Scattering of low-frequency sound by infinite fluid and solid cylinders

Abstract

Wave scattering by obstacles is typically studied assuming plane wave incidence. However, full Green’s functions are necessary for problems where the separation of the scatterer from sources, interfaces, or other scatterers is comparable to the dimensions of the scatterer itself. In this paper, the two-dimensional problem of scattering of monochromatic cylindrical waves due to infinite cylinder embedded in a homogeneous fluid is considered. Fluid and solid cylinders are studied, and soft and hard cylinders are revisited. The exact solutions for the Green’s functions are expressed as an infinite series of cylindrical functions with complex amplitudes determined by the acoustic boundary conditions at the surface of the cylinder. Here, we derive closed-form asymptotics for the scattered field in the regime when the scatterer dimensions are small compared to wavelength, i.e., Rayleigh scattering.
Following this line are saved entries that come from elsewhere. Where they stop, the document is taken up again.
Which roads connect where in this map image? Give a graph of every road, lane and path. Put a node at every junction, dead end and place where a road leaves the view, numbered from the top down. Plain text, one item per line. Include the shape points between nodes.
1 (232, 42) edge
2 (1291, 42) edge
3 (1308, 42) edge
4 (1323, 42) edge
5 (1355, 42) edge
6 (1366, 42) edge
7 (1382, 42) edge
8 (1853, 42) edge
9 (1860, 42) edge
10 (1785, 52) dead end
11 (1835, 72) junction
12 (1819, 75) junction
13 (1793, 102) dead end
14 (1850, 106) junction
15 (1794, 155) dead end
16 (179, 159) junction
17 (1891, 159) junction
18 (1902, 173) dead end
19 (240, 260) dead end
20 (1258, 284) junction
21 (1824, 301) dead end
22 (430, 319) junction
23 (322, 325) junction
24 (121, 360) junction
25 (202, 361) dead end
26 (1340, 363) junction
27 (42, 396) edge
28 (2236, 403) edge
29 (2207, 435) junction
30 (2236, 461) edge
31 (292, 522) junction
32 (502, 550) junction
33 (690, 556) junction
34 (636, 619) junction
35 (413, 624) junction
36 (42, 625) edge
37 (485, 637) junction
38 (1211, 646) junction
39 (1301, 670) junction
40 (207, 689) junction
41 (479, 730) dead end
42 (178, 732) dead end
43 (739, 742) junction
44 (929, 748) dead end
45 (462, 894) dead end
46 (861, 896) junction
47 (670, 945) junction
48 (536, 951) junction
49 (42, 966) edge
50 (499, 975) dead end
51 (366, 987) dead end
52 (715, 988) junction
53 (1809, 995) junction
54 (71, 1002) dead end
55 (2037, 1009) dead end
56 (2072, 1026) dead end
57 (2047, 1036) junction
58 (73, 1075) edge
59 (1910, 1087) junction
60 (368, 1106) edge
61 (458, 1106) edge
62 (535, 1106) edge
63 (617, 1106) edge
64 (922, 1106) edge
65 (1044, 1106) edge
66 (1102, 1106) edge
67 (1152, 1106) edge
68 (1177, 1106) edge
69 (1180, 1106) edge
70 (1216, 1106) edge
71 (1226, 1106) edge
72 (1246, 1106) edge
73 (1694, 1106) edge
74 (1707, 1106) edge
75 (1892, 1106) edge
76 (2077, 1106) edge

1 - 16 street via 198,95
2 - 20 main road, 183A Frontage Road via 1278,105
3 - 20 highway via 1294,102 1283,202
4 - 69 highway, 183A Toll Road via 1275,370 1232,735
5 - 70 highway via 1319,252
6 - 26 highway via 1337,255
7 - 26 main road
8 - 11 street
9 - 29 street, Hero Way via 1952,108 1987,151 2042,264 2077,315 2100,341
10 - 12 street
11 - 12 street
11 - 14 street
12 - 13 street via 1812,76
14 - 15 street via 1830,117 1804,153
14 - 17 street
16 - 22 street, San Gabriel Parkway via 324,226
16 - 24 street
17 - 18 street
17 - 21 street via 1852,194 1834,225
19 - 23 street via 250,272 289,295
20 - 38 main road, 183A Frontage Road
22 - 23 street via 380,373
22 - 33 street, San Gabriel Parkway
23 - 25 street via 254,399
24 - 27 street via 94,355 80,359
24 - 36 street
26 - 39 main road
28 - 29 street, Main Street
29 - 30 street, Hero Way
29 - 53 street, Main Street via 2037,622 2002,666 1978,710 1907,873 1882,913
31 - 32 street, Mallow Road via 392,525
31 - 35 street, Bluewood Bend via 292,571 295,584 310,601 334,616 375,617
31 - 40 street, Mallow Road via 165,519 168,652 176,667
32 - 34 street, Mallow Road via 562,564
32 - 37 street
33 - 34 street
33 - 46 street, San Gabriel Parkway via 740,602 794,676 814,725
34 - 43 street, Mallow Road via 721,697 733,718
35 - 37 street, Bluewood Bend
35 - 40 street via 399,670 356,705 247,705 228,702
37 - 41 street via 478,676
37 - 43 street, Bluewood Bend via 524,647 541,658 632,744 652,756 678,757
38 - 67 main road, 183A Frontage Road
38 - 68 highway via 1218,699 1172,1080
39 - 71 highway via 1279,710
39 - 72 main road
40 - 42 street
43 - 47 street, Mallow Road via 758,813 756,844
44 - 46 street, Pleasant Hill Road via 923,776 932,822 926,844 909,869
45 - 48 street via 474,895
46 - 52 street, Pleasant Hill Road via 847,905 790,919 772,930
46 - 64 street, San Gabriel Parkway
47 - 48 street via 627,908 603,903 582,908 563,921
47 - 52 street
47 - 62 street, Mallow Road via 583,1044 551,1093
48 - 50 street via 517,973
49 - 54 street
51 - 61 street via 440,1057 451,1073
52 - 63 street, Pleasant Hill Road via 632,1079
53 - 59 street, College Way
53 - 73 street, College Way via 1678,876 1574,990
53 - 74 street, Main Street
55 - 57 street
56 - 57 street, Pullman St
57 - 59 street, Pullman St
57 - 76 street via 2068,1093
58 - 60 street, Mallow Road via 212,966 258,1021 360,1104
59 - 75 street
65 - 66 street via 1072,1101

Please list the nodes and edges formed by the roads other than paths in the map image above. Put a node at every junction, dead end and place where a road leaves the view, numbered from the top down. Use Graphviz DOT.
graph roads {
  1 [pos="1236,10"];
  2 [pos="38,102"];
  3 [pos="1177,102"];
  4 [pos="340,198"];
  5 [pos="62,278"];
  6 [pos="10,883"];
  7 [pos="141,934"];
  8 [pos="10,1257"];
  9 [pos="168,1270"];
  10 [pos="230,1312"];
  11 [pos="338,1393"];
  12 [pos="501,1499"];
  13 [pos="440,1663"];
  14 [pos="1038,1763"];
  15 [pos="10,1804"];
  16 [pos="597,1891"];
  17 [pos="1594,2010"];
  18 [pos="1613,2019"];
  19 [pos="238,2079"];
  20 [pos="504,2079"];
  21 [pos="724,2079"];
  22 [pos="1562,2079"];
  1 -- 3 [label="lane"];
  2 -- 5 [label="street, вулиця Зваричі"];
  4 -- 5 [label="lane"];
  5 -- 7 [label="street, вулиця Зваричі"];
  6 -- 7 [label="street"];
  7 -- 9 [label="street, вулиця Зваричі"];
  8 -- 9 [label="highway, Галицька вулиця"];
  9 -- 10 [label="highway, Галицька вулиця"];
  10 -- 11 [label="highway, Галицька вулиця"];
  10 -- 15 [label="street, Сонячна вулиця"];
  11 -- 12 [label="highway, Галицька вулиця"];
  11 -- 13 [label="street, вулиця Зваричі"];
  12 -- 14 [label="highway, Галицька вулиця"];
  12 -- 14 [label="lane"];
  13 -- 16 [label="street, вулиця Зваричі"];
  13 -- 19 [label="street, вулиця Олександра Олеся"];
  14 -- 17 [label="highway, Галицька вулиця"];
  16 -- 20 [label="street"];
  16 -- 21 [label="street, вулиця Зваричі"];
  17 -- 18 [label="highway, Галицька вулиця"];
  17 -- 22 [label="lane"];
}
The scattered wave approximation is valid for arbitrary source and observation points outside the scatterer and is expressed as a simple sum of fields due to three image sources. Image source solutions were anticipated due to classically studied electrostatic analog problems involving dielectric cylinders. Image source representation allows physical insight into the scattering physics and suggests simple yet accurate analytic solutions to interface and waveguide scattering problems.